> PROBLEM DETAILS: Each record should appear again in the response exactly as it does in the original.

[Saved entries]

□ □ □ □ □

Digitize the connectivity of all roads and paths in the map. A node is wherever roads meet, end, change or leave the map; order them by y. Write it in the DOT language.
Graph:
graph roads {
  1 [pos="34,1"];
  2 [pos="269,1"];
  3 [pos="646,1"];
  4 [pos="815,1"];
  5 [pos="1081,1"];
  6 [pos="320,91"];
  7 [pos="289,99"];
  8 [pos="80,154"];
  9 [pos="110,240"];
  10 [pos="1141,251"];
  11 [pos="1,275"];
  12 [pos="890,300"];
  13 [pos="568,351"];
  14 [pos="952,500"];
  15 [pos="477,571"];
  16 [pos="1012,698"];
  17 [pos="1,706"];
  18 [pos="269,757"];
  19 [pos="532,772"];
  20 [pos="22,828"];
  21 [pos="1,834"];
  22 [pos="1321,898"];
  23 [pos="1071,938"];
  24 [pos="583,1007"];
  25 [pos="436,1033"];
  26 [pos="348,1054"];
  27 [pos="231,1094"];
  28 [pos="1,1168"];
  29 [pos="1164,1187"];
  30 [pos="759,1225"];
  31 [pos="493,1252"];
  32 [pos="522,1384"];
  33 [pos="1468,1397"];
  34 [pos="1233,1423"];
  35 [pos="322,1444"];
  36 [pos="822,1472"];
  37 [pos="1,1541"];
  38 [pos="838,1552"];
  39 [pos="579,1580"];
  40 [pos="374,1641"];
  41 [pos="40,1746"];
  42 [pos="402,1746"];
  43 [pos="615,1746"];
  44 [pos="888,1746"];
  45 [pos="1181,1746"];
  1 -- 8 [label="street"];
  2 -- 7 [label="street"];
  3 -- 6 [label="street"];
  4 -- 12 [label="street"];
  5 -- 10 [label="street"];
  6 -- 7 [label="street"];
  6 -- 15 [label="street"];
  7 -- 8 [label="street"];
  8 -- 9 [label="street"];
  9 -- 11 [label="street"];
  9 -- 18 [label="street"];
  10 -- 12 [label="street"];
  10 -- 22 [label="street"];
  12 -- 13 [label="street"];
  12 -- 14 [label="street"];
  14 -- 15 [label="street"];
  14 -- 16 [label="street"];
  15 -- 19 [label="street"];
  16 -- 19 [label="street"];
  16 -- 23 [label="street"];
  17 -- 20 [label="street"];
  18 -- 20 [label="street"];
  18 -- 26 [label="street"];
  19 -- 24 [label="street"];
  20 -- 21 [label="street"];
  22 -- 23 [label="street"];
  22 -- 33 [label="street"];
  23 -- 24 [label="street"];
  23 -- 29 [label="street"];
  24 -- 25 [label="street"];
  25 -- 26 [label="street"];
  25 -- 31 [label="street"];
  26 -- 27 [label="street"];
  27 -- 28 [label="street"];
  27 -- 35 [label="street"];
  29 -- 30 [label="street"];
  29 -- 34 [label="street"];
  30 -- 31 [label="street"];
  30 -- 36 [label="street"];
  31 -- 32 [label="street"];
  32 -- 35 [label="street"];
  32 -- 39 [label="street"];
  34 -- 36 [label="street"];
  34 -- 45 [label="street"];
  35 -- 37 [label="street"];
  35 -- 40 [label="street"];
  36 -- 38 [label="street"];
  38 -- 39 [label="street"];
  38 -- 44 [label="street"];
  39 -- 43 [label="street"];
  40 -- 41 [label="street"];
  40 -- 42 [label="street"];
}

□ □ □ □ □

> SOLUTION FOR THIS EXERCISE:
Digitize the connectivity of all roads and paths in the map. A node is wherever roads meet, end, change or leave the map; order them by y. Write it in the DOT language.
Graph:
graph roads {
  1 [pos="34,1"];
  2 [pos="269,1"];
  3 [pos="646,1"];
  4 [pos="815,1"];
  5 [pos="1081,1"];
  6 [pos="320,91"];
  7 [pos="289,99"];
  8 [pos="80,154"];
  9 [pos="110,240"];
  10 [pos="1141,251"];
  11 [pos="1,275"];
  12 [pos="890,300"];
  13 [pos="568,351"];
  14 [pos="952,500"];
  15 [pos="477,571"];
  16 [pos="1012,698"];
  17 [pos="1,706"];
  18 [pos="269,757"];
  19 [pos="532,772"];
  20 [pos="22,828"];
  21 [pos="1,834"];
  22 [pos="1321,898"];
  23 [pos="1071,938"];
  24 [pos="583,1007"];
  25 [pos="436,1033"];
  26 [pos="348,1054"];
  27 [pos="231,1094"];
  28 [pos="1,1168"];
  29 [pos="1164,1187"];
  30 [pos="759,1225"];
  31 [pos="493,1252"];
  32 [pos="522,1384"];
  33 [pos="1468,1397"];
  34 [pos="1233,1423"];
  35 [pos="322,1444"];
  36 [pos="822,1472"];
  37 [pos="1,1541"];
  38 [pos="838,1552"];
  39 [pos="579,1580"];
  40 [pos="374,1641"];
  41 [pos="40,1746"];
  42 [pos="402,1746"];
  43 [pos="615,1746"];
  44 [pos="888,1746"];
  45 [pos="1181,1746"];
  1 -- 8 [label="street"];
  2 -- 7 [label="street"];
  3 -- 6 [label="street"];
  4 -- 12 [label="street"];
  5 -- 10 [label="street"];
  6 -- 7 [label="street"];
  6 -- 15 [label="street"];
  7 -- 8 [label="street"];
  8 -- 9 [label="street"];
  9 -- 11 [label="street"];
  9 -- 18 [label="street"];
  10 -- 12 [label="street"];
  10 -- 22 [label="street"];
  12 -- 13 [label="street"];
  12 -- 14 [label="street"];
  14 -- 15 [label="street"];
  14 -- 16 [label="street"];
  15 -- 19 [label="street"];
  16 -- 19 [label="street"];
  16 -- 23 [label="street"];
  17 -- 20 [label="street"];
  18 -- 20 [label="street"];
  18 -- 26 [label="street"];
  19 -- 24 [label="street"];
  20 -- 21 [label="street"];
  22 -- 23 [label="street"];
  22 -- 33 [label="street"];
  23 -- 24 [label="street"];
  23 -- 29 [label="street"];
  24 -- 25 [label="street"];
  25 -- 26 [label="street"];
  25 -- 31 [label="street"];
  26 -- 27 [label="street"];
  27 -- 28 [label="street"];
  27 -- 35 [label="street"];
  29 -- 30 [label="street"];
  29 -- 34 [label="street"];
  30 -- 31 [label="street"];
  30 -- 36 [label="street"];
  31 -- 32 [label="street"];
  32 -- 35 [label="street"];
  32 -- 39 [label="street"];
  34 -- 36 [label="street"];
  34 -- 45 [label="street"];
  35 -- 37 [label="street"];
  35 -- 40 [label="street"];
  36 -- 38 [label="street"];
  38 -- 39 [label="street"];
  38 -- 44 [label="street"];
  39 -- 43 [label="street"];
  40 -- 41 [label="street"];
  40 -- 42 [label="street"];
}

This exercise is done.